Cohen contre Wilders

 Ici, sur un des chars de la Gay Pride en 2009

La popularité de Job Cohen est due principalement à son action en tant que maire de la capitale des Pays-Bas. A la suite du meurtre du réalisateur Theo van Gogh par un islamiste radical en novembre 2004, la ville a connu des tensions de plus en plus fortes entre les musulmans et les autres communautés religieuses. D’après Job Cohen, son devoir était de « rapprocher les différentes communautés, sinon le seul schéma possible sera celui d’un monde dans lequel une partie des citoyens souhaite vivre en paix et l’autre pas. »

Sa manière paternelle de gérer les divergences culturelles entre les catégories sociales a été largement saluée, en Hollande comme à l’étranger. En 2005, le magazine américainTime a déclaré que M. Cohen était un « opposant à la haine », et l’a présenté comme l’un des « héros européens » de l’année.

Les opinions modérées de M. Cohen sont vivement critiquées par l'homme politique d’extrême droite Geert Wilders, qui l’accuse d’être trop tolérant envers les immigrés, le surnommant « l’adorateur du multiculturalisme », et déclarant que cette attitude est « vraiment la dernière chose dont les Pays-Bas ont besoin actuellement ». Les libéraux, les adversaires les plus dangereux pour Cohen selon les sondages, lui reprochent principalement son manque d’expérience en matière d’économie, à l’heure où cette question est au cœur de l’actualité politique. Ce qui n'est pas dénué de réalité. Mais un Premier ministre doit avant tout susciter la confiance et l’unité. Nul doute que Rob Cohen pourrait bien parvenir à unir les socialistes et les libéraux afin d 'entamer une nouvelle ère de au sein d’une coalition « violette ».

Il a fallu des années avant que la réputation des Pays-Bas à l’étranger ne ternisse. Et le pays pourrait bien mettre aussi longtemps à redorer son blason. Le futur Premier ministre devra amener la population à avoir à nouveau confiance en elle, et mettre un terme au climat de peur qui règne actuellement. Ce ne sera pas chose facile. Les Néerlandais devront se tourner à nouveau vers ce qui a conduit à la prospérité du pays : l’orientation vers l’étranger, l’action sur la scène internationale et l’ouverture sur le monde.

M. Cohen semble être la personne idéale pour parvenir à cela. Cependant, il devra sans doute faire bien plus que simplement « rapprocher les gens ». Mais d’après le nom de son fan club présent sur Facebook : « Yes, we Cohen ».

Job Cohen en trois mots

Né dans une famille d’intellectuels juifs, Job Cohen a consacré la majeure partie de sa vie au monde universitaire et à la fonction publique.

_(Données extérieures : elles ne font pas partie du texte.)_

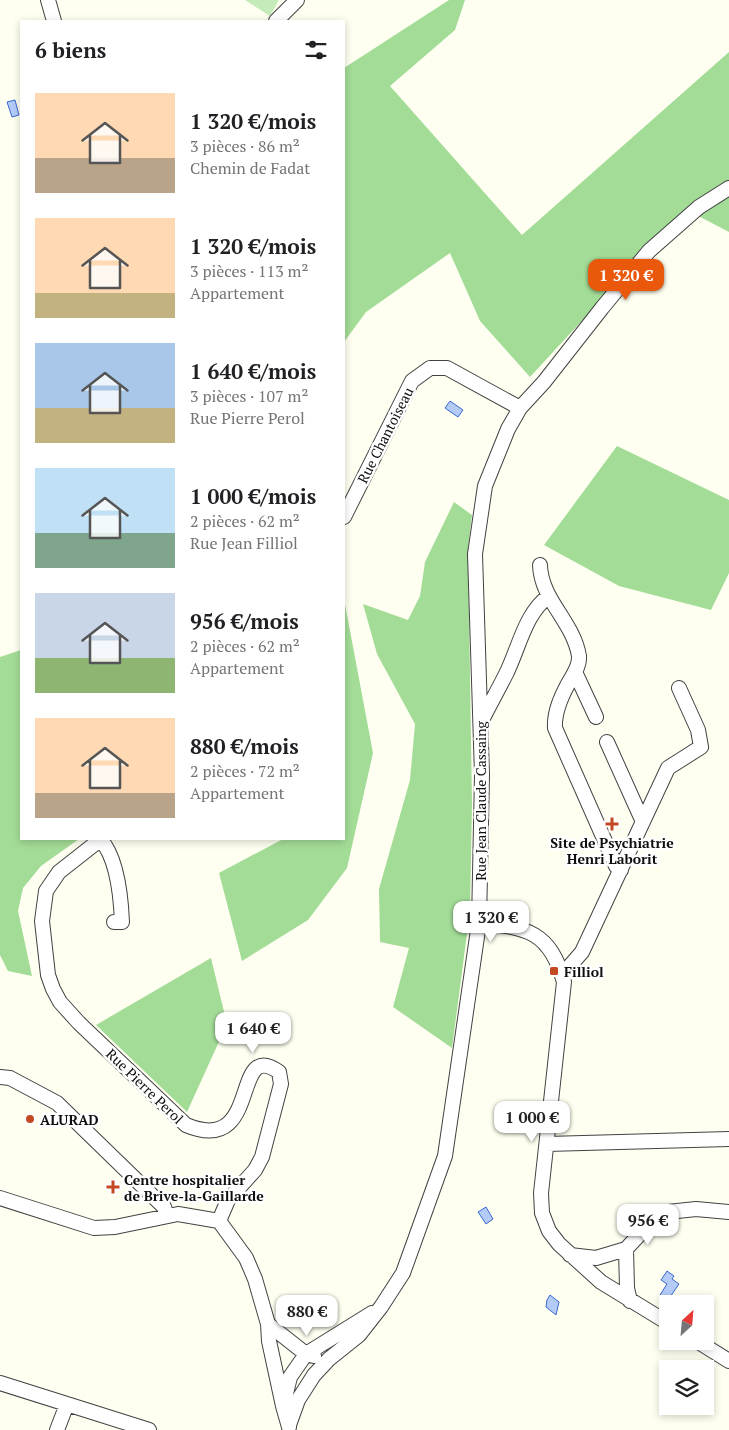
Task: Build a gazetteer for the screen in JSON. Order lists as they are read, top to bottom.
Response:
{
  "streets": {
    "street": ["Rue Chantoiseau", "Rue Jean Claude Cassaing", "Rue Pierre Perol"]
  },
  "crossings": [
    ["Rue Chantoiseau", "Rue Jean Claude Cassaing"]
  ],
  "places": {
    "health": ["Site de Psychiatrie Henri Laborit", "Centre hospitalier de Brive-la-Gaillarde"],
    "transit": ["Filliol"],
    "other": ["ALURAD"]
  },
  "north": "top right",
  "page": {
    "heading": "6 biens",
    "list": [
      {
        "name": "1 320 €/mois",
        "note": "3 pièces · 86 m² · Chemin de Fadat"
      },
      {
        "name": "1 320 €/mois",
        "note": "3 pièces · 113 m² · Appartement"
      },
      {
        "name": "1 640 €/mois",
        "note": "3 pièces · 107 m² · Rue Pierre Perol"
      },
      {
        "name": "1 000 €/mois",
        "note": "2 pièces · 62 m² · Rue Jean Filliol"
      },
      {
        "name": "956 €/mois",
        "note": "2 pièces · 62 m² · Appartement"
      },
      {
        "name": "880 €/mois",
        "note": "2 pièces · 72 m² · Appartement"
      }
    ],
    "price": [
      "1 320 €",
      "1 320 €",
      "1 640 €",
      "1 000 €",
      "956 €",
      "880 €"
    ]
  }
}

Avocat de profession, il a exercé la fonction de secrétaire d’État à la justice de 1998 à 2000, et a conduit devant le parlement une loi controversée rendant plus strictes les formalités d’immigration aux Pays-Bas.

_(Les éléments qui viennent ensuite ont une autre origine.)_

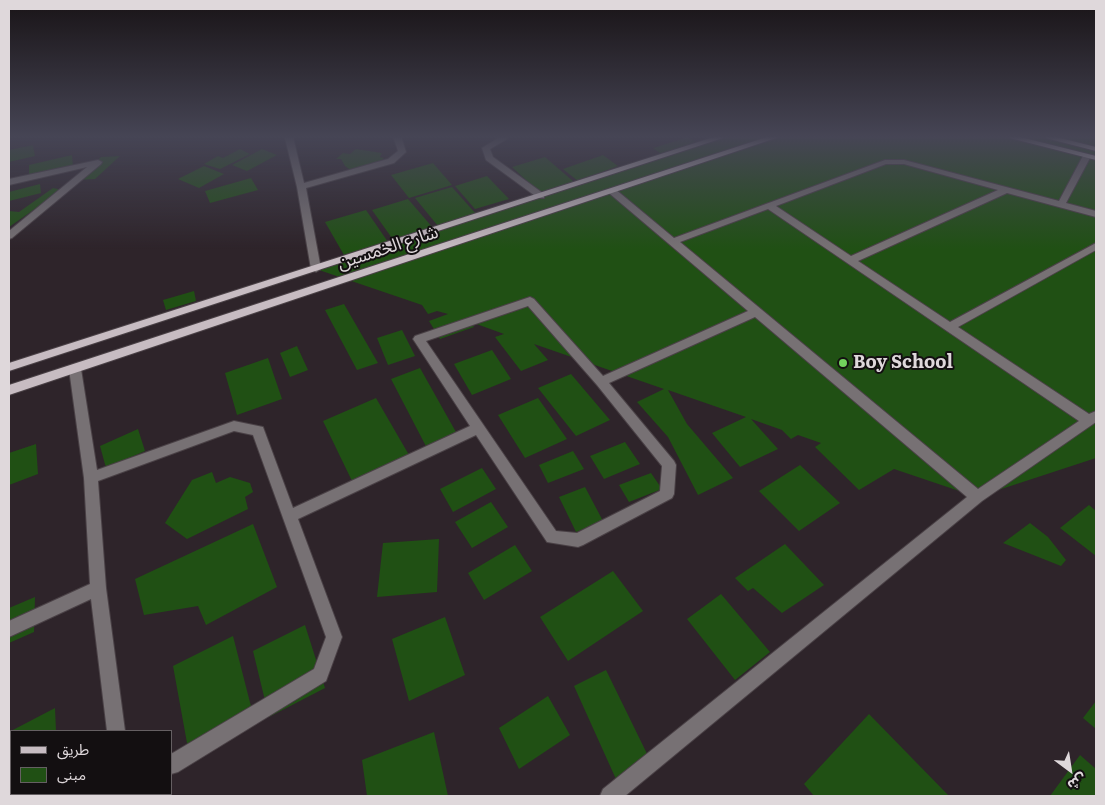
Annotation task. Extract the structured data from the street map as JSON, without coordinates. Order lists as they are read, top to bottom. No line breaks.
{"streets":{"main road":["شارع الخمسين"]},"places":["Boy School"],"legend":["طريق","مبنى"],"north":"bottom right"}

En tant que maire d’Amsterdam, il s’est construit une réputation de dirigeant calme, qui tente de réinstaurer le dialogue entre les différentes catégories sociales. Il a dû adopter une attitude ferme sur certains dossiers (en réduisant considérablement la taille du quartier rouge, notamment), mais a privilégié la plupart du temps une approche conciliante.